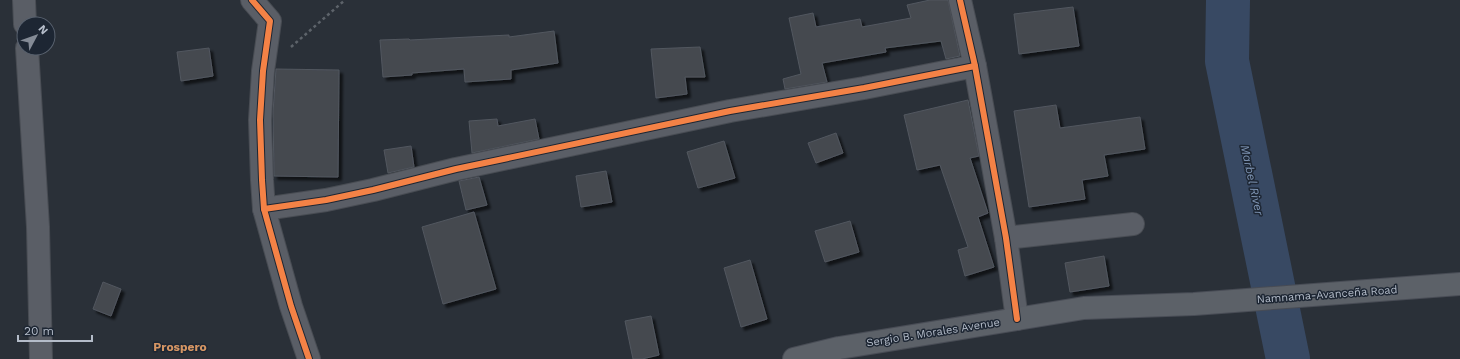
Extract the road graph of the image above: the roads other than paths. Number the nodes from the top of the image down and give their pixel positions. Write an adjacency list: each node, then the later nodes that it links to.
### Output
1 (24, 0): 4 (street)
2 (252, 0): 7 (street)
3 (960, 0): 6 (street)
4 (25, 16)
5 (27, 56): 13 (street)
6 (975, 66): 7 (street); 9 (street)
7 (264, 209): 14 (street)
8 (1133, 224): 9 (street)
9 (1006, 238): 12 (street)
10 (1460, 284): 11 (main road, Namnama-Avanceña Road)
11 (1194, 304): 12 (main road, Sergio B. Morales Avenue)
12 (1017, 319): 15 (main road, Sergio B. Morales Avenue)
13 (41, 359)
14 (309, 359)
15 (794, 359)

Your task:
Word for word, restate all of the material, omitting the images.

Your response:
Extract the road graph of the image above: the roads other than paths. Number the nodes from the top of the image down and give their pixel positions. Write an adjacency list: each node, then the later nodes that it links to.
### Output
1 (24, 0): 4 (street)
2 (252, 0): 7 (street)
3 (960, 0): 6 (street)
4 (25, 16)
5 (27, 56): 13 (street)
6 (975, 66): 7 (street); 9 (street)
7 (264, 209): 14 (street)
8 (1133, 224): 9 (street)
9 (1006, 238): 12 (street)
10 (1460, 284): 11 (main road, Namnama-Avanceña Road)
11 (1194, 304): 12 (main road, Sergio B. Morales Avenue)
12 (1017, 319): 15 (main road, Sergio B. Morales Avenue)
13 (41, 359)
14 (309, 359)
15 (794, 359)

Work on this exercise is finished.